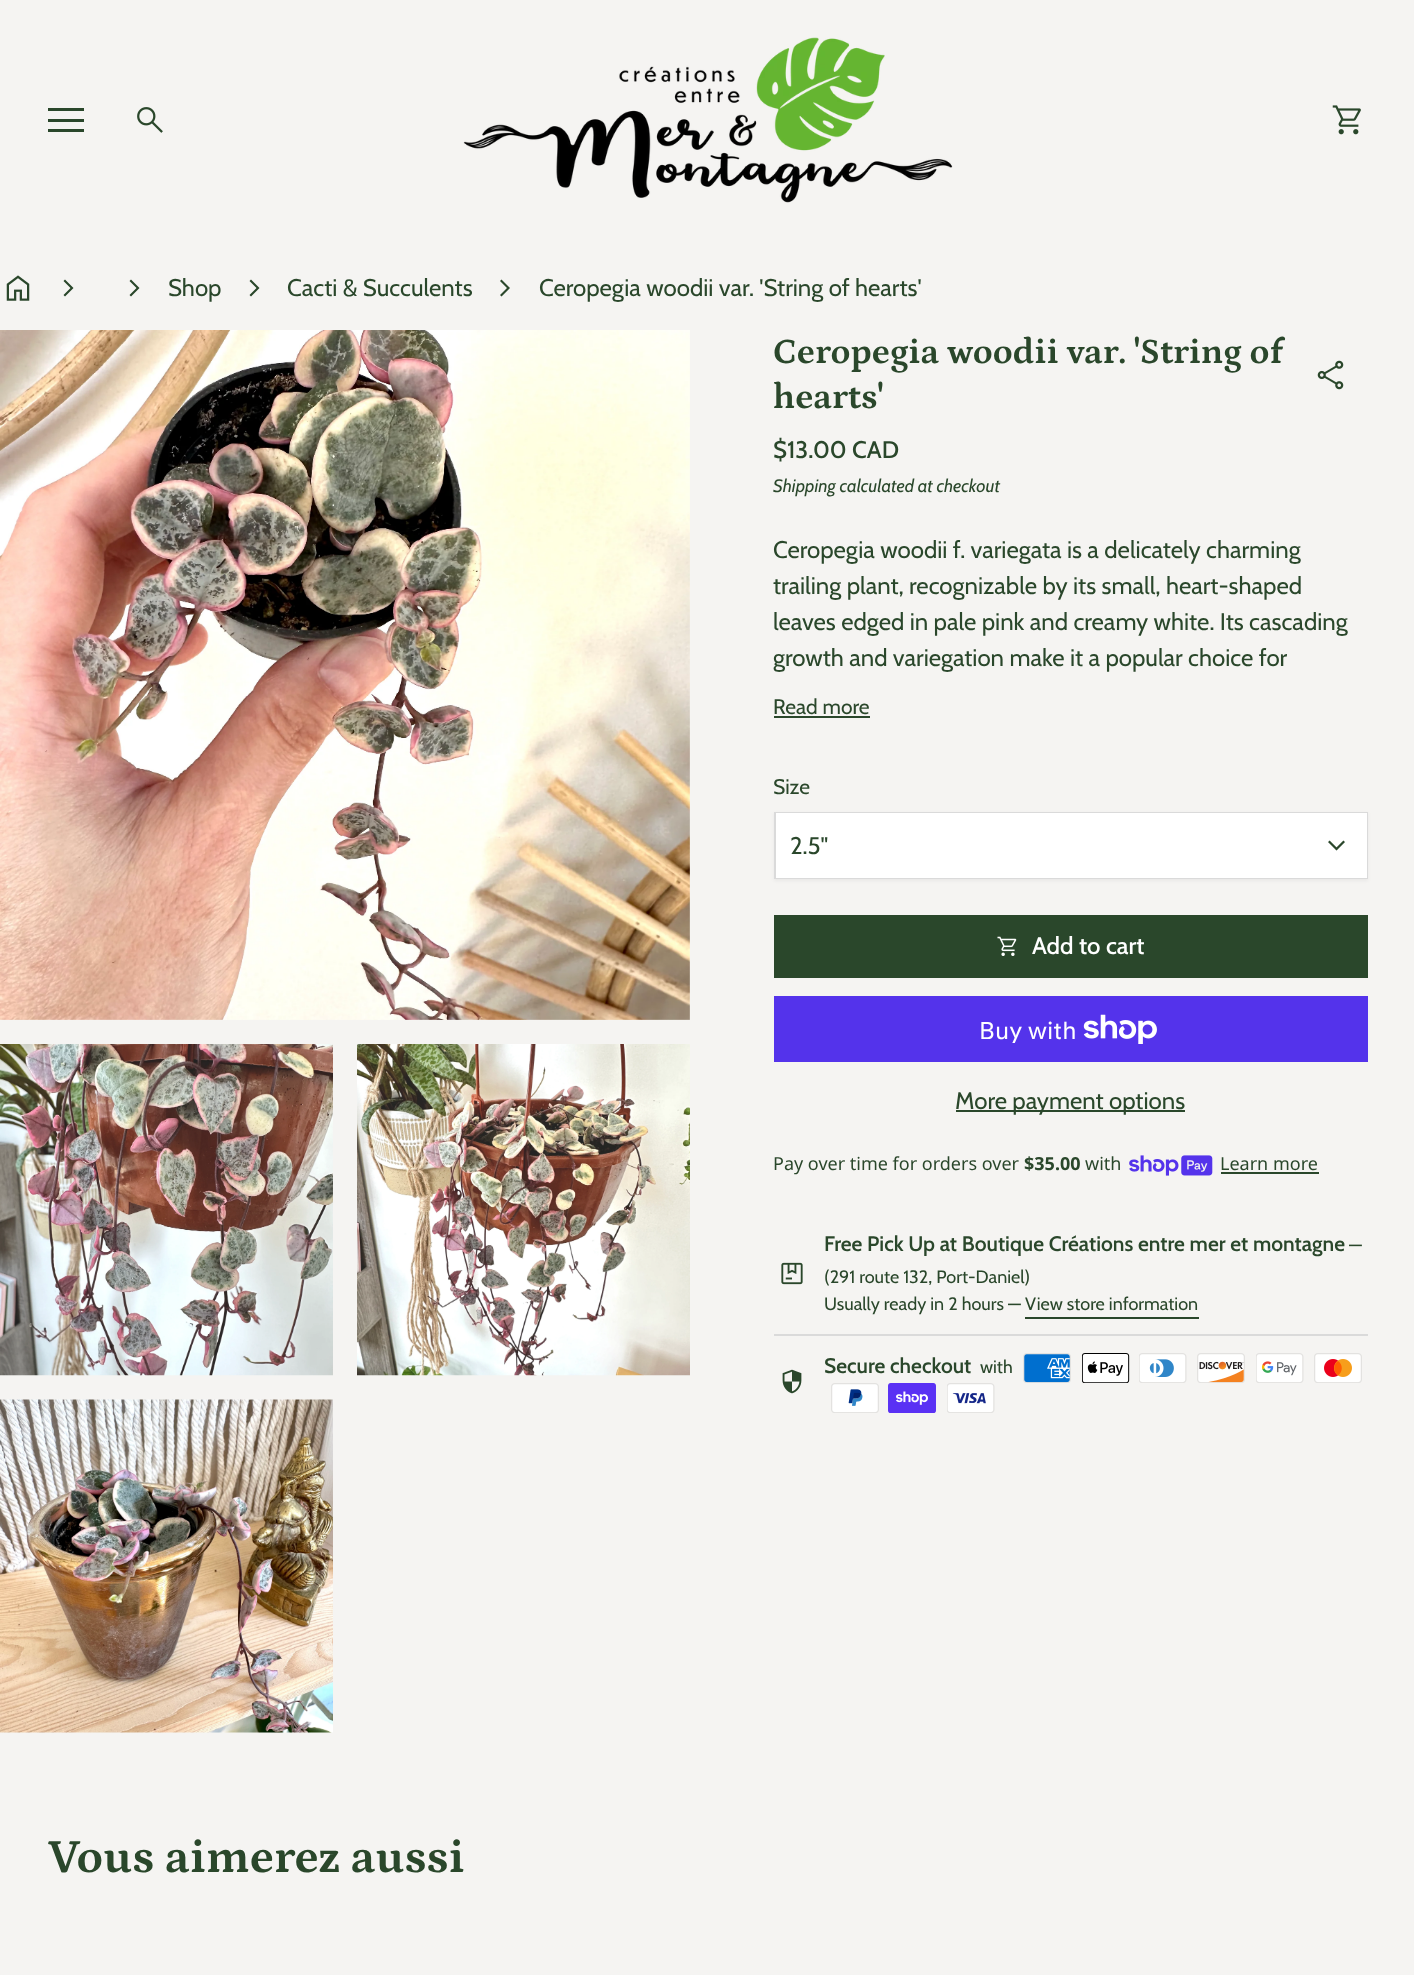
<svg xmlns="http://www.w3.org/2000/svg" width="1414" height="1975">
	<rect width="100%" height="100%" fill="#F5F4F2" />
	<rect x="48" y="108" width="36" height="3" fill="#2A472B" />
	<rect x="48" y="119" width="36" height="3" fill="#2A472B" />
	<rect x="48" y="129" width="36" height="3" fill="#2A472B" />
	<image x="137" y="107" width="26" height="26" href="assets/img1.png" />
	<image x="463" y="37" width="490" height="166" href="assets/img2.png" />
	<image x="1332" y="105" width="29" height="30" href="assets/img3.png" />
	<image x="6" y="275" width="24" height="26" href="assets/img4.png" />
	<path d="M70.5 288L63.5 281L65 279.5L73.5 288L65 296.5L63.5 295Z" fill="#2A472B" />
	<path d="M136.5 288L129.5 281L131 279.5L139.5 288L131 296.5L129.5 295Z" fill="#2A472B" />
	<text x="168" y="296" font-family="Cabin" font-size="24" fill="#2A472B">Shop</text>
	<path d="M256.5 288L249.5 281L251 279.5L259.5 288L251 296.5L249.5 295Z" fill="#2A472B" />
	<text x="287" y="296" font-family="Cabin" font-size="24" fill="#2A472B">Cacti &amp; Succulents</text>
	<path d="M507 288L500 281L501.5 279.5L510 288L501.5 296.5L500 295Z" fill="#2A472B" />
	<text x="539" y="296" font-family="Cabin" font-size="24" fill="#2A472B">Ceropegia woodii var. 'String of hearts'</text>
	<image x="0" y="330" width="690" height="690" href="assets/img5.png" />
	<image x="0" y="1044" width="333" height="332" href="assets/img6.png" />
	<image x="357" y="1044" width="333" height="332" href="assets/img7.png" />
	<image x="0" y="1399" width="333" height="334" href="assets/img8.png" />
	<g font-family="Petrona" font-size="36" font-weight="700" fill="#2A472B">
		<text x="773" y="363">Ceropegia woodii var. 'String of</text>
		<text x="773" y="408">hearts'</text>
	</g>
	<image x="1317" y="360" width="27" height="30" href="assets/img9.png" />
	<text x="773" y="458" font-family="Cabin" font-size="24" font-weight="500" fill="#2A472B">$13.00 CAD</text>
	<text x="773" y="492" font-family="Cabin" font-size="18" font-style="italic" fill="#2A472B">Shipping calculated at checkout</text>
	<g font-family="Cabin" font-size="24" fill="#2A472B">
		<text x="773" y="558">Ceropegia woodii f. variegata is a delicately charming</text>
		<text x="773" y="594">trailing plant, recognizable by its small, heart-shaped</text>
		<text x="773" y="630">leaves edged in pale pink and creamy white. Its cascading</text>
		<text x="773" y="666">growth and variegation make it a popular choice for</text>
	</g>
	<text x="773" y="714" font-family="Cabin" font-size="21" fill="#2A472B">Read more</text>
	<rect x="774" y="716" width="96" height="2" fill="#2A472B" />
	<text x="773" y="794" font-family="Cabin" font-size="21" fill="#2A472B">Size</text>
	<rect x="774" y="813" width="594" height="68" fill="#101828" fill-opacity="0.05" filter="blur(1.5px)" />
	<rect x="775" y="813" width="592" height="65" fill="none" stroke="#DADADA" stroke-width="2" />
	<rect x="776" y="813" width="591" height="65" fill="#FFFFFF" />
	<text x="790" y="854" font-family="Cabin" font-size="24" fill="#2A472B">2.5"</text>
	<image x="1328" y="840" width="17" height="11" href="assets/img10.png" />
	<rect x="774" y="915" width="594" height="63" fill="#2A472B" />
	<image x="997" y="936" width="20" height="20" href="assets/img11.png" />
	<text x="1032" y="954" font-family="Cabin" font-size="24" font-weight="500" fill="#FFFFFF">Add to cart</text>
	<rect x="774" y="996" width="594" height="66" fill="#5433EB" />
	<text x="979" y="1039" font-family="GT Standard" font-size="24" fill="#FFFFFF">Buy with</text>
	<image x="1083" y="1014" width="74" height="30" href="assets/img12.png" />
	<rect x="956" y="1110" width="229" height="2" fill="#2A472B" />
	<text x="955" y="1109" font-family="Cabin" font-size="24" fill="#2A472B">More payment options</text>
	<text x="773" y="1170" font-family="Noto Sans" font-size="18" fill="#2A472B">Pay over time for orders over</text>
	<text x="1024" y="1170" font-family="Noto Sans" font-size="18" font-weight="700" fill="#2A472B">$35.00</text>
	<text x="1085" y="1170" font-family="Noto Sans" font-size="18" fill="#2A472B">with</text>
	<image x="1129" y="1155" width="84" height="21" href="assets/img13.png" />
	<text x="1220" y="1170" font-family="Noto Sans" font-size="18" fill="#2A472B">Learn more</text>
	<rect x="1221" y="1172" width="98" height="2" fill="#2A472B" />
	<rect x="774" y="1334" width="594" height="2" fill="#DADADA" />
	<image x="781" y="1262" width="22" height="23" href="assets/img14.png" />
	<text x="824" y="1251" font-family="Cabin" font-size="21" font-weight="600" fill="#2A472B">Free Pick Up at Boutique Créations entre mer et montagne</text>
	<g font-family="Cabin" font-size="18" fill="#2A472B">
		<text x="1349" y="1251">—</text>
		<text x="824" y="1283">(291 route 132, Port-Daniel)</text>
		<text x="824" y="1310">Usually ready in 2 hours — View store information</text>
	</g>
	<rect x="1025" y="1317" width="174" height="2" fill="#2A472B" />
	<text x="824" y="1373" font-family="Cabin" font-size="21" font-weight="600" fill="#2A472B">Secure checkout</text>
	<text x="980" y="1373" font-family="Cabin" font-size="18" fill="#2A472B">with</text>
	<image x="1023" y="1353" width="48" height="30" href="assets/img15.png" />
	<image x="1082" y="1353" width="48" height="30" href="assets/img16.png" />
	<image x="1139" y="1353" width="48" height="30" href="assets/img17.png" />
	<image x="1197" y="1353" width="48" height="30" href="assets/img18.png" />
	<image x="1256" y="1353" width="48" height="30" href="assets/img19.png" />
	<image x="1314" y="1353" width="48" height="30" href="assets/img20.png" />
	<image x="831" y="1383" width="48" height="30" href="assets/img21.png" />
	<image x="888" y="1383" width="48" height="30" href="assets/img22.png" />
	<image x="947" y="1383" width="48" height="30" href="assets/img23.png" />
	<image x="782" y="1369" width="20" height="25" href="assets/img24.png" />
	<text x="48" y="1872" font-family="Petrona" font-size="48" font-weight="700" fill="#2A472B">Vous aimerez aussi</text>
</svg>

## WHAT YOU SHOULD DO
Retype only the lines above between the line with "a delicately charming</text>" and the line with "white. Its cascading</text>", counting those two lines as well, and keep every character as it is.

## EXERCISE OUTPUT
		<text x="773" y="558">Ceropegia woodii f. variegata is a delicately charming</text>
		<text x="773" y="594">trailing plant, recognizable by its small, heart-shaped</text>
		<text x="773" y="630">leaves edged in pale pink and creamy white. Its cascading</text>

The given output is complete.